*** The data ***
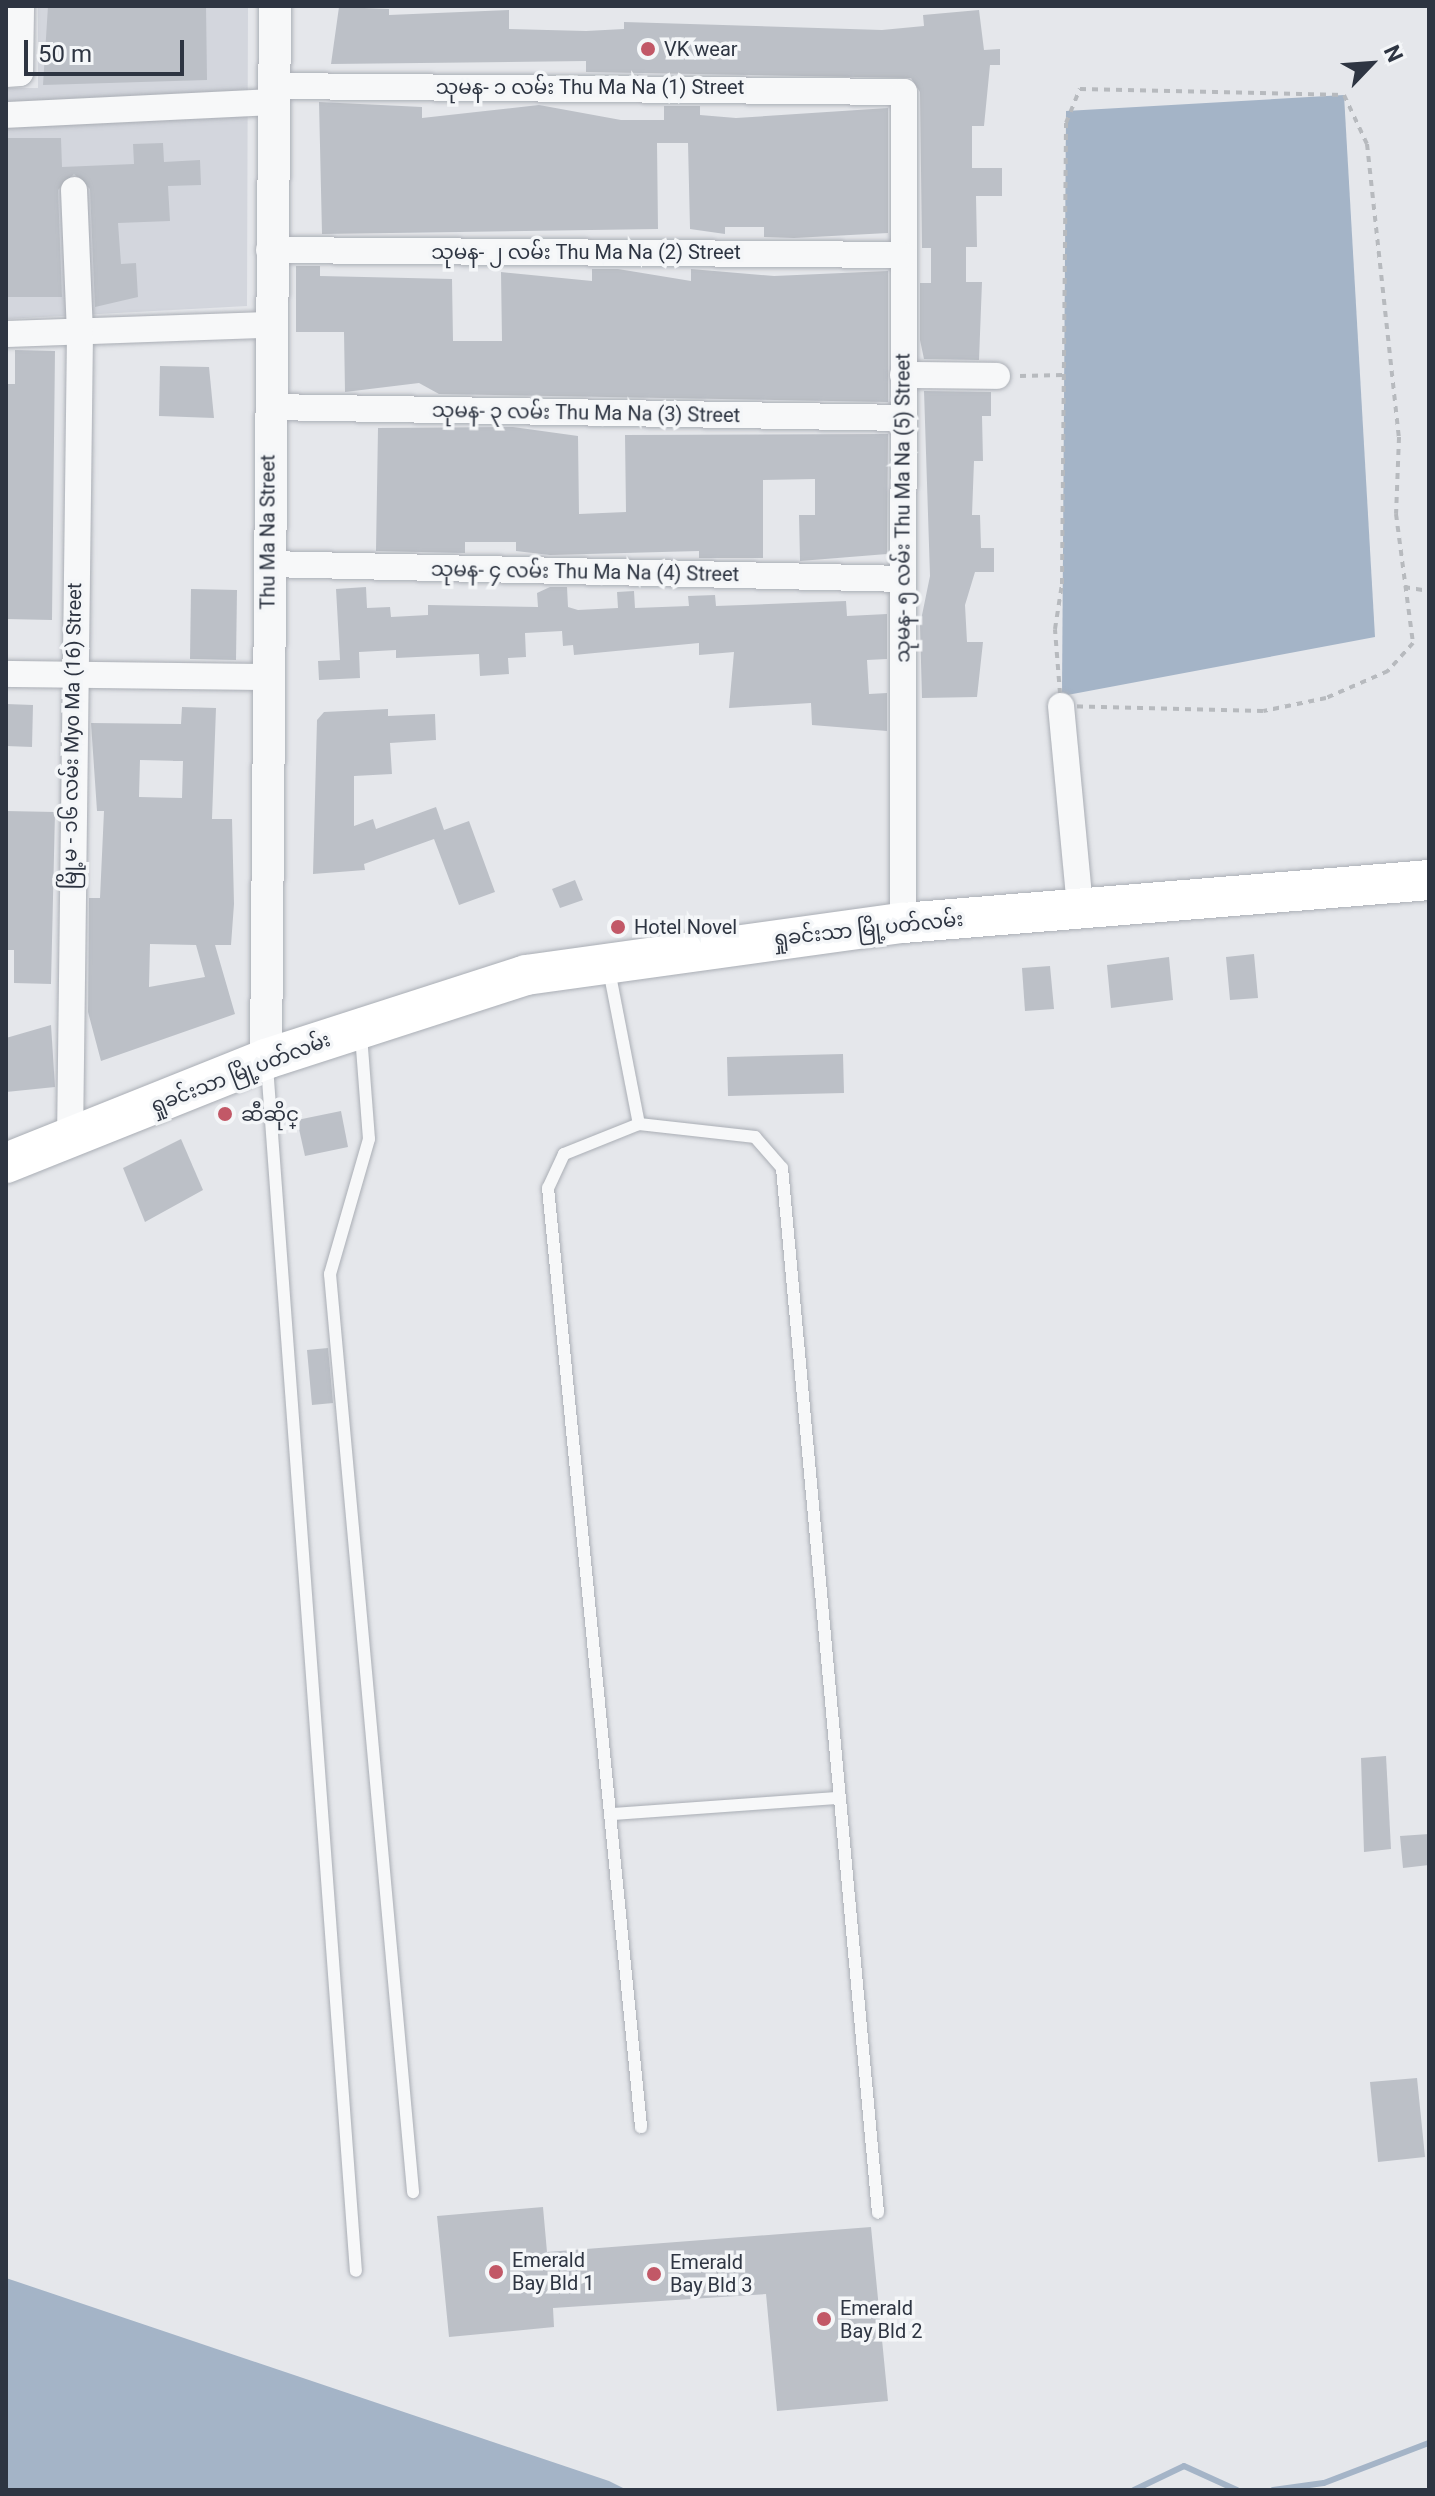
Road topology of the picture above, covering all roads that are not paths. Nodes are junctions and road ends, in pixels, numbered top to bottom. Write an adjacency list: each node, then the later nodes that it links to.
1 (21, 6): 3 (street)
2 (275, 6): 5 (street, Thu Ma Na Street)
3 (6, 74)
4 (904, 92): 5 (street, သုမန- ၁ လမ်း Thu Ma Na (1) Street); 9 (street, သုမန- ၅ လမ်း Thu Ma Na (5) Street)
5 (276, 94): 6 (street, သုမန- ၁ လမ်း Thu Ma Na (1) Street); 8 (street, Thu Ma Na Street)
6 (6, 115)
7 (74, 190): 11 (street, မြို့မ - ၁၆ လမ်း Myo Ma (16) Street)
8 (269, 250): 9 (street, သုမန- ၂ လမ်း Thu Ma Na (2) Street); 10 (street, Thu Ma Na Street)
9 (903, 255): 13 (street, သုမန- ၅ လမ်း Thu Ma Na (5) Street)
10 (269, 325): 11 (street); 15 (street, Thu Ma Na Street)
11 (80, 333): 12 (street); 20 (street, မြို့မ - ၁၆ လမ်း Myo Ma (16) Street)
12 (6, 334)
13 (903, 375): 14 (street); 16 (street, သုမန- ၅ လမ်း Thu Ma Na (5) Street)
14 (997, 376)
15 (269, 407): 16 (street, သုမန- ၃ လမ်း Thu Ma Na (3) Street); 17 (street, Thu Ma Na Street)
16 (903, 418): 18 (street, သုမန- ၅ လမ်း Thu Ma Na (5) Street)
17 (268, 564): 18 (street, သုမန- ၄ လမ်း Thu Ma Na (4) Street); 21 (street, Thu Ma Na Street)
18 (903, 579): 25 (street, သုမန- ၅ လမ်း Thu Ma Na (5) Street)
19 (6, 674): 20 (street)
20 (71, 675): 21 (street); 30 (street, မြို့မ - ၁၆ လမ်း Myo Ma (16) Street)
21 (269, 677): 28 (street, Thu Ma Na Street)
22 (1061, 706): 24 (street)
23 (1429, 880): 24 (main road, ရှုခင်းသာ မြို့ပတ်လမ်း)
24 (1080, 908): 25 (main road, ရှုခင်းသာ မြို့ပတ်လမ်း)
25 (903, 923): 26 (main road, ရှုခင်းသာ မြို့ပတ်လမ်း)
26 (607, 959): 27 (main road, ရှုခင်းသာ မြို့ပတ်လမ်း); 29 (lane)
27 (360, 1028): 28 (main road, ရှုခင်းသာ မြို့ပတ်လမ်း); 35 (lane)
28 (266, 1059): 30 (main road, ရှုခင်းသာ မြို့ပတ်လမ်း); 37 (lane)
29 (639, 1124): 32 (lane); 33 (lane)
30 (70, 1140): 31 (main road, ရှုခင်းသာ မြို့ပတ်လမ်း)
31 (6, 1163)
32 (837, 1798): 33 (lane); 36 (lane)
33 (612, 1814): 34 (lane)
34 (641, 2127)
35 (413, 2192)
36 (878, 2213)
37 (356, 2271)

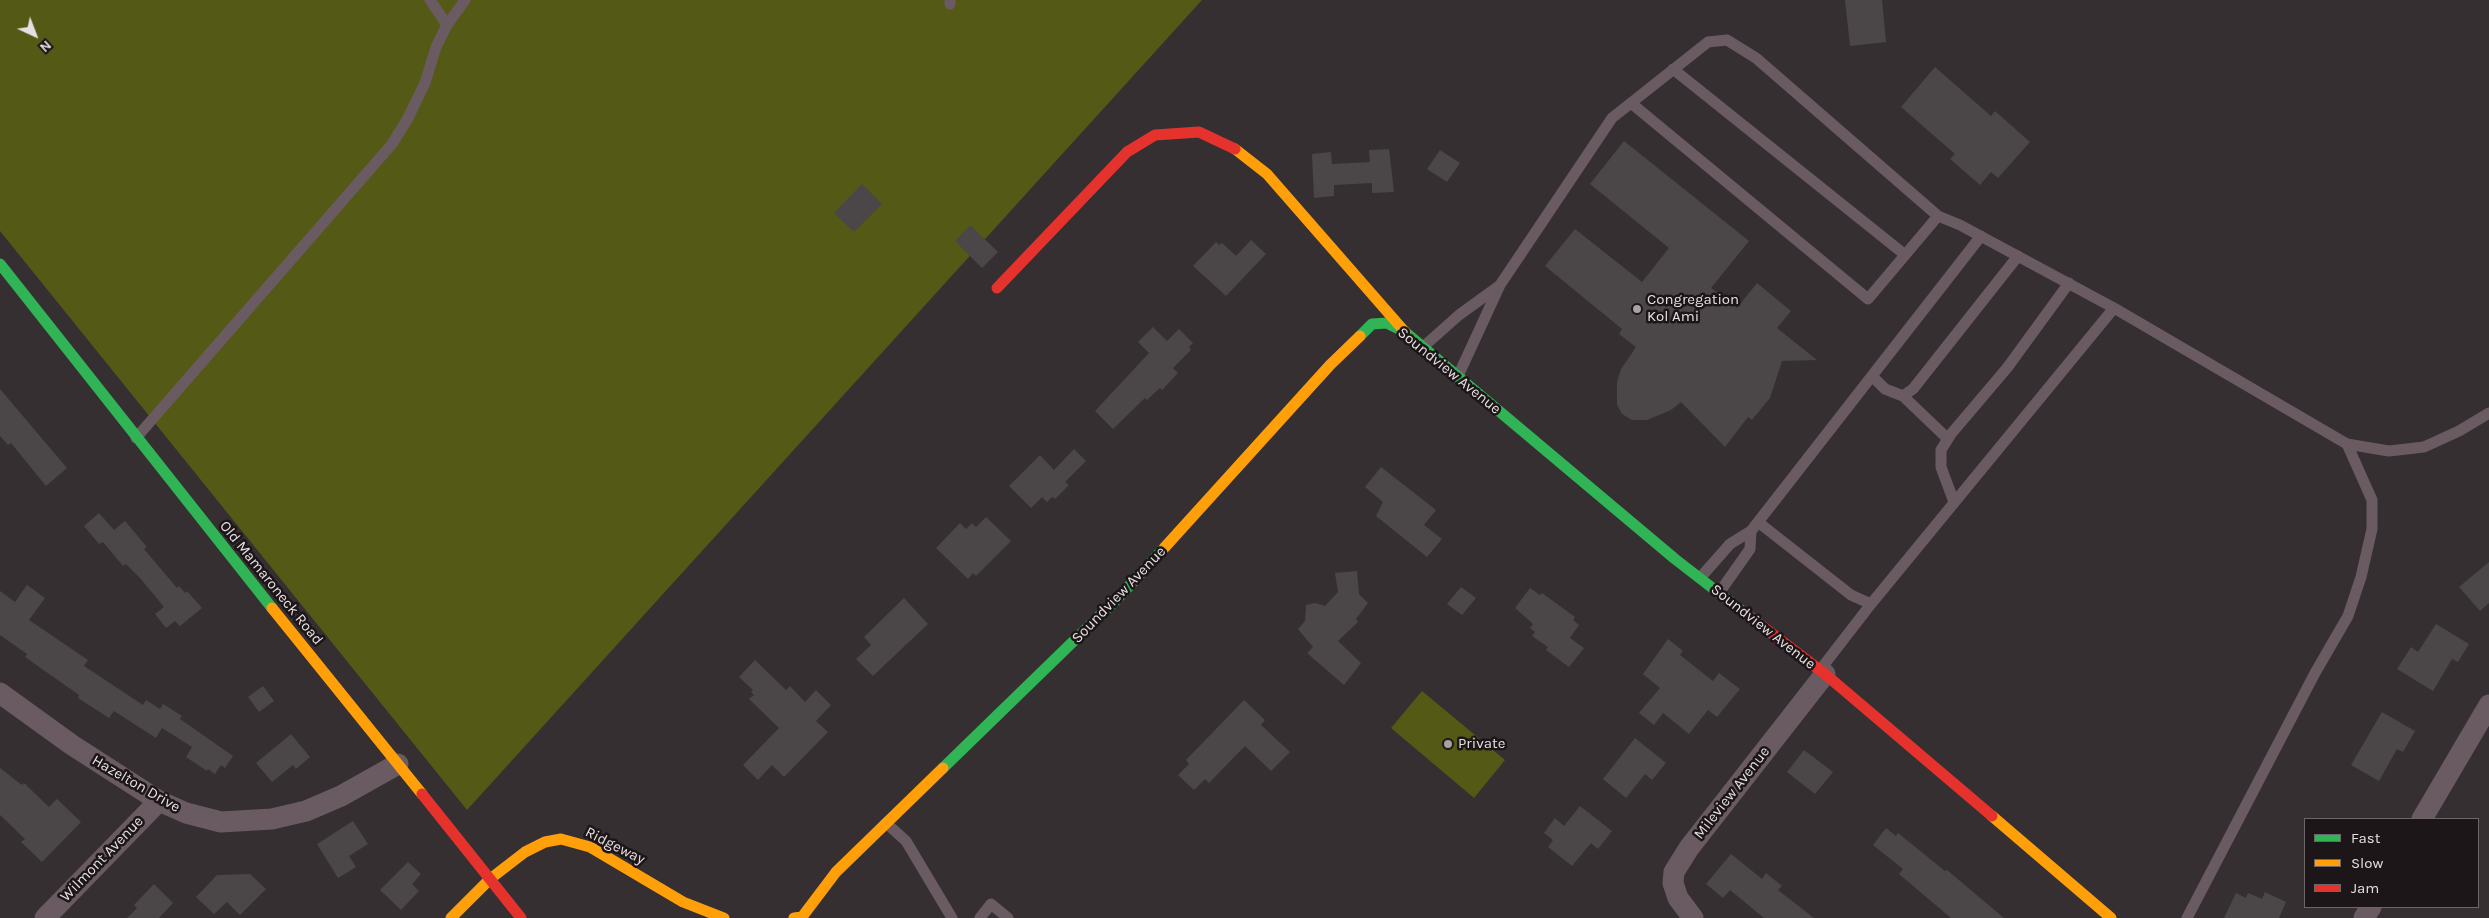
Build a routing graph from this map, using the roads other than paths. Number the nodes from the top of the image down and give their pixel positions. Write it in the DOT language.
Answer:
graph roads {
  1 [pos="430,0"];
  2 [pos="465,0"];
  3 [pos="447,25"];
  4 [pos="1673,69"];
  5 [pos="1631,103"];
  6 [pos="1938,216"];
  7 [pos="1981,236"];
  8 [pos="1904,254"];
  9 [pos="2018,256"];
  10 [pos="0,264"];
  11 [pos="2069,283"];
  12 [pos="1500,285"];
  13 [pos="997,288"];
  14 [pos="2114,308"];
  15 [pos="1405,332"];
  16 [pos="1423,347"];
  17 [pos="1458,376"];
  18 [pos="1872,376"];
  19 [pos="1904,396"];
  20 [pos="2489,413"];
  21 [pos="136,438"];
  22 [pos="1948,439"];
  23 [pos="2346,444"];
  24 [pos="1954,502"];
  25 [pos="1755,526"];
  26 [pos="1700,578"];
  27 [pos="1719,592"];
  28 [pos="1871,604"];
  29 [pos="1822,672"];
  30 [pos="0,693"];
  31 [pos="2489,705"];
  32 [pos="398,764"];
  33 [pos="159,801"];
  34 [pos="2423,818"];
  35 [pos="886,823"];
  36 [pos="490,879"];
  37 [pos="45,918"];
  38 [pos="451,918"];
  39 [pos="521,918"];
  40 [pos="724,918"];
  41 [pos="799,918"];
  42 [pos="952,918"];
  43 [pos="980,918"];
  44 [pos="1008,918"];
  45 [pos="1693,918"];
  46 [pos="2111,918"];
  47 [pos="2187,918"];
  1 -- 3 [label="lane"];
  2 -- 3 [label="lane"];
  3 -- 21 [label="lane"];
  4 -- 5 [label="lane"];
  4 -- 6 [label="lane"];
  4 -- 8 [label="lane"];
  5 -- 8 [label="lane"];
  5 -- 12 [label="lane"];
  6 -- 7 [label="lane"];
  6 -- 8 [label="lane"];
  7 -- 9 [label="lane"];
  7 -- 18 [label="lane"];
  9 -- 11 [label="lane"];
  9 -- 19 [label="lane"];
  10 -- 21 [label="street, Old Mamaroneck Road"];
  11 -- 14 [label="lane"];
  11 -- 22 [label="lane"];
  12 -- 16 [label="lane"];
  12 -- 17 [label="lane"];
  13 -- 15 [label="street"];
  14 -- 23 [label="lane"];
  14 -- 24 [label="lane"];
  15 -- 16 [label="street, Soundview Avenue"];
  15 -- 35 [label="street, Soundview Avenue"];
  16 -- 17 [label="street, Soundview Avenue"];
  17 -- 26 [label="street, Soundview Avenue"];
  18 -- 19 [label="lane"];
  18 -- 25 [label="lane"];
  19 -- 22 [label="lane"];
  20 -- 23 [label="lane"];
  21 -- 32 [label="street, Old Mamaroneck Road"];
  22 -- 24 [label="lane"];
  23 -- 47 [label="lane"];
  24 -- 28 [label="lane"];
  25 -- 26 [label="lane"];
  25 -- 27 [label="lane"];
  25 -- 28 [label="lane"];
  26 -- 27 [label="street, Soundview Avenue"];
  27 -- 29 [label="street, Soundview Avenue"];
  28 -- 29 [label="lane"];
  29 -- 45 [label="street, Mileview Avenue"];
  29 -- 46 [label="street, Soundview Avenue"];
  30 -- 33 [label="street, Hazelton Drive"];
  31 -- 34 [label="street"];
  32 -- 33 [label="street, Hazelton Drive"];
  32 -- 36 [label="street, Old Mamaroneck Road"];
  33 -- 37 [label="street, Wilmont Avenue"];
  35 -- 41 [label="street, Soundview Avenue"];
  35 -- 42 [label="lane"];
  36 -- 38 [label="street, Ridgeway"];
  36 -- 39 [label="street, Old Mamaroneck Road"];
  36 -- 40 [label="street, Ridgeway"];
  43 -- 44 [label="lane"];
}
*** End of The data ***
Reproduce every line from the preceding data in which the word "Mamaroneck" can be found.

▶ _Response area_
  10 -- 21 [label="street, Old Mamaroneck Road"];
  21 -- 32 [label="street, Old Mamaroneck Road"];
  32 -- 36 [label="street, Old Mamaroneck Road"];
  36 -- 39 [label="street, Old Mamaroneck Road"];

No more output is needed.